There are lots of reasons that a station might start reporting incorrect information, most of which are innocent. Maybe the box holding the sensors was changed from wood to metal, or maybe a volunteer had to move it a few yards down the road, putting it in a sunnier area. Maybe it was brought down a mountain road, leaving the sensors sitting at a lower elevation. Maybe the person in charge of taking the readings started getting up an hour later. These will cause tiny changes in the daily readings, but if the data from that station are consistently half a degree higher in 2017 than in 2016, that starts to look more like a trend. Some might even call it climate change.
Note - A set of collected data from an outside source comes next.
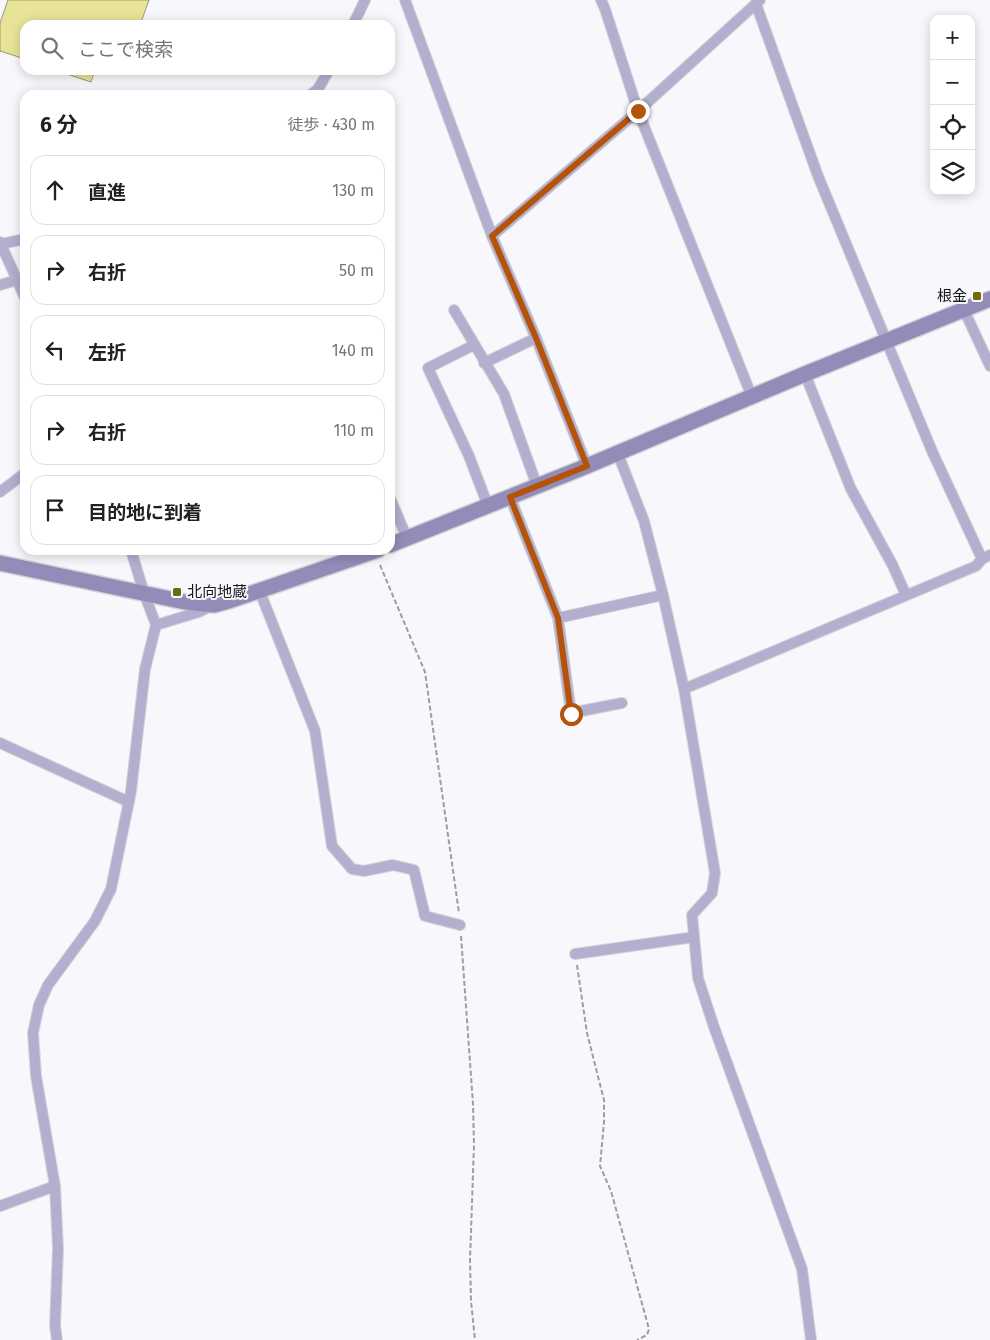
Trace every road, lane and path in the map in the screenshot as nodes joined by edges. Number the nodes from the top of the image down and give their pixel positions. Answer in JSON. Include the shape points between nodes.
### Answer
{"nodes":[{"id":1,"x":365,"y":0,"type":"edge"},
{"id":2,"x":405,"y":0,"type":"edge"},
{"id":3,"x":601,"y":0,"type":"edge"},
{"id":4,"x":758,"y":2,"type":"edge"},
{"id":5,"x":355,"y":20,"type":"edge"},
{"id":6,"x":326,"y":75,"type":"edge"},
{"id":7,"x":317,"y":90,"type":"edge"},
{"id":8,"x":638,"y":111,"type":"junction"},
{"id":9,"x":492,"y":236,"type":"junction"},
{"id":10,"x":20,"y":240,"type":"edge"},
{"id":11,"x":0,"y":243,"type":"edge"},
{"id":12,"x":16,"y":280,"type":"junction"},
{"id":13,"x":0,"y":285,"type":"edge"},
{"id":14,"x":20,"y":288,"type":"edge"},
{"id":15,"x":990,"y":299,"type":"edge"},
{"id":16,"x":454,"y":310,"type":"dead end"},
{"id":17,"x":964,"y":310,"type":"junction"},
{"id":18,"x":536,"y":338,"type":"junction"},
{"id":19,"x":886,"y":342,"type":"junction"},
{"id":20,"x":474,"y":345,"type":"junction"},
{"id":21,"x":484,"y":364,"type":"junction"},
{"id":22,"x":990,"y":366,"type":"edge"},
{"id":23,"x":806,"y":374,"type":"junction"},
{"id":24,"x":752,"y":397,"type":"junction"},
{"id":25,"x":618,"y":454,"type":"junction"},
{"id":26,"x":587,"y":466,"type":"junction"},
{"id":27,"x":20,"y":477,"type":"edge"},
{"id":28,"x":537,"y":486,"type":"junction"},
{"id":29,"x":0,"y":492,"type":"edge"},
{"id":30,"x":510,"y":497,"type":"junction"},
{"id":31,"x":488,"y":506,"type":"junction"},
{"id":32,"x":395,"y":510,"type":"edge"},
{"id":33,"x":407,"y":538,"type":"junction"},
{"id":34,"x":395,"y":543,"type":"edge"},
{"id":35,"x":133,"y":555,"type":"edge"},
{"id":36,"x":365,"y":555,"type":"edge"},
{"id":37,"x":378,"y":555,"type":"edge"},
{"id":38,"x":986,"y":557,"type":"edge"},
{"id":39,"x":0,"y":563,"type":"edge"},
{"id":40,"x":260,"y":592,"type":"junction"},
{"id":41,"x":144,"y":593,"type":"junction"},
{"id":42,"x":663,"y":595,"type":"junction"},
{"id":43,"x":906,"y":596,"type":"junction"},
{"id":44,"x":214,"y":605,"type":"junction"},
{"id":45,"x":558,"y":618,"type":"junction"},
{"id":46,"x":156,"y":625,"type":"junction"},
{"id":47,"x":684,"y":688,"type":"junction"},
{"id":48,"x":622,"y":704,"type":"dead end"},
{"id":49,"x":0,"y":743,"type":"edge"},
{"id":50,"x":129,"y":802,"type":"junction"},
{"id":51,"x":460,"y":925,"type":"junction"},
{"id":52,"x":694,"y":936,"type":"junction"},
{"id":53,"x":575,"y":954,"type":"joint"},
{"id":54,"x":55,"y":1186,"type":"junction"},
{"id":55,"x":0,"y":1206,"type":"edge"},
{"id":56,"x":57,"y":1340,"type":"edge"},
{"id":57,"x":475,"y":1340,"type":"edge"},
{"id":58,"x":637,"y":1340,"type":"edge"},
{"id":59,"x":811,"y":1340,"type":"edge"}],
"edges":[{"from":1,"to":5,"type":"street"},
{"from":2,"to":9,"type":"street"},
{"from":3,"to":8,"type":"street"},
{"from":4,"to":8,"type":"street"},
{"from":4,"to":19,"type":"street","via":[[818,176]]},
{"from":6,"to":7,"type":"street"},
{"from":8,"to":9,"type":"street"},
{"from":8,"to":24,"type":"street"},
{"from":9,"to":18,"type":"street"},
{"from":10,"to":11,"type":"street"},
{"from":11,"to":12,"type":"street"},
{"from":12,"to":13,"type":"street"},
{"from":12,"to":14,"type":"street"},
{"from":15,"to":17,"type":"street"},
{"from":16,"to":20,"type":"street"},
{"from":17,"to":19,"type":"street"},
{"from":17,"to":22,"type":"street"},
{"from":18,"to":21,"type":"street"},
{"from":18,"to":26,"type":"street"},
{"from":19,"to":23,"type":"street"},
{"from":19,"to":38,"type":"street","via":[[932,451]]},
{"from":20,"to":21,"type":"street"},
{"from":20,"to":31,"type":"street","via":[[428,368],[469,456]]},
{"from":21,"to":28,"type":"street","via":[[504,394]]},
{"from":23,"to":24,"type":"street"},
{"from":23,"to":43,"type":"street","via":[[851,489]]},
{"from":24,"to":25,"type":"street"},
{"from":25,"to":26,"type":"street"},
{"from":25,"to":42,"type":"street","via":[[644,521]]},
{"from":26,"to":28,"type":"street"},
{"from":27,"to":29,"type":"street"},
{"from":28,"to":30,"type":"street"},
{"from":30,"to":31,"type":"street"},
{"from":30,"to":45,"type":"street"},
{"from":31,"to":33,"type":"street"},
{"from":32,"to":33,"type":"street"},
{"from":33,"to":34,"type":"street"},
{"from":35,"to":41,"type":"street"},
{"from":36,"to":40,"type":"street"},
{"from":37,"to":51,"type":"path","via":[[425,672]]},
{"from":38,"to":43,"type":"street","via":[[976,566]]},
{"from":39,"to":41,"type":"street"},
{"from":40,"to":44,"type":"street"},
{"from":40,"to":51,"type":"street","via":[[315,731],[332,846],[352,869],[364,871],[393,865],[414,870],[425,916]]},
{"from":41,"to":44,"type":"street"},
{"from":41,"to":46,"type":"street"},
{"from":42,"to":45,"type":"street"},
{"from":42,"to":47,"type":"street"},
{"from":43,"to":47,"type":"street"},
{"from":44,"to":46,"type":"street"},
{"from":45,"to":48,"type":"street","via":[[571,714]]},
{"from":46,"to":50,"type":"street","via":[[145,669]]},
{"from":47,"to":52,"type":"street","via":[[715,873],[712,893],[692,916]]},
{"from":49,"to":50,"type":"street"},
{"from":50,"to":54,"type":"street","via":[[112,889],[95,921],[48,985],[32,1033]]},
{"from":51,"to":57,"type":"path","via":[[474,1104],[470,1260]]},
{"from":52,"to":53,"type":"street"},
{"from":52,"to":59,"type":"street","via":[[698,978],[711,1019],[802,1269]]},
{"from":53,"to":58,"type":"path","via":[[588,1034],[604,1100],[600,1166],[611,1191],[649,1329],[647,1335]]},
{"from":54,"to":55,"type":"street"},
{"from":54,"to":56,"type":"street"}]}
In an ideal world, a station reports these kind of changes so that NCEI knows the data isn’t fake, just a little different. But there was no such report for Utqiaġvik. It’s a pretty conservative algorithm, because climate data is messy and there can be a lot of variation, which means Utqiaġvik—formerly known as Barrow, Alaska—had to be way out of whack to get flagged. (Technically speaking, Barrow was formerly formerly known as Utqiaġvik. The town voted to change back to the area’s original native name in 2016.)

barrow map
A map of places you probably don’t want to be in January. NOAA/NCEI

But the warming happening in Utqiaġvik was real. Over the course of 2017, readings were consistently coming in very hot, so to speak, and the algorithm was slowly building a case against the station. By December 4, 2017, it had determined that all the data from that year (plus a few months from 2016) were probably wrong in some way.

This decision wasn’t based on comparing modern data to older information. The algorithm actually compares across stations to figure out which points might be off. There are enough NCEI stations that the algorithm can look at nearby data points to see whether they are also following the same trend. This is kind of brilliant for a system that has to be able to show significant changes in temperature over time due to global warming, but also has to detect outliers. If the readings from station A are much higher this year than last, but the readings from surrounding stations are higher by about the same amount, we can infer that the data is real. The Earth is warming.

So Utqiaġvik didn’t get thrown out just because it was so much warmer in recent years—it got thrown out for heating up at a faster rate than surrounding stations. And admittedly, part of the problem is that there aren’t a ton of climate stations north of the Arctic Circle. To run one, you need people to live there who can collect the data, and Barrow is the northernmost point in the entire U.S. It’s not exactly a hopping area.

But this is also a problem because we know that climate change is disproportionately affecting temperatures at the poles. It’s warming twice as fast in the Arctic as it everywhere else, which is why sea ice is changing so rapidly up there. That station in Utqiaġvik is one of our only windows into how our northernmost climes are evolving, and it’s changing so rapidly that our algorithms can’t keep up. October, November, and December in particular have been 7.8°F warmer than they were from 1979-1999. The other nine months of the year were 1.9°F warmer, which is twice the increase that the lower 48 saw in that same era.

monthly temperature at Barrow
The monthly temperature change pre-2000 versus post. NOAA/NCEI

Fortunately, that data isn’t all gone. It got thrown out from the dataset used to calculate monthly average temperatures and such, but the points themselves weren’t deleted. The analysts at NCEI have since added them back in, and are working on adjusting the algorithm to account for even more rapid change up north. They’ll figure it out. They can correct for this new data. The real problem is that they have to in the first place.

The basic plan for how to change the algorithm is to specify that areas above about the 65th parallel north, which is basically northern Alaska, will be given more leeway. If the Arctic is changing this rapidly, they’re going to have to adjust expectations. Because at this point, it’s too late to do much else.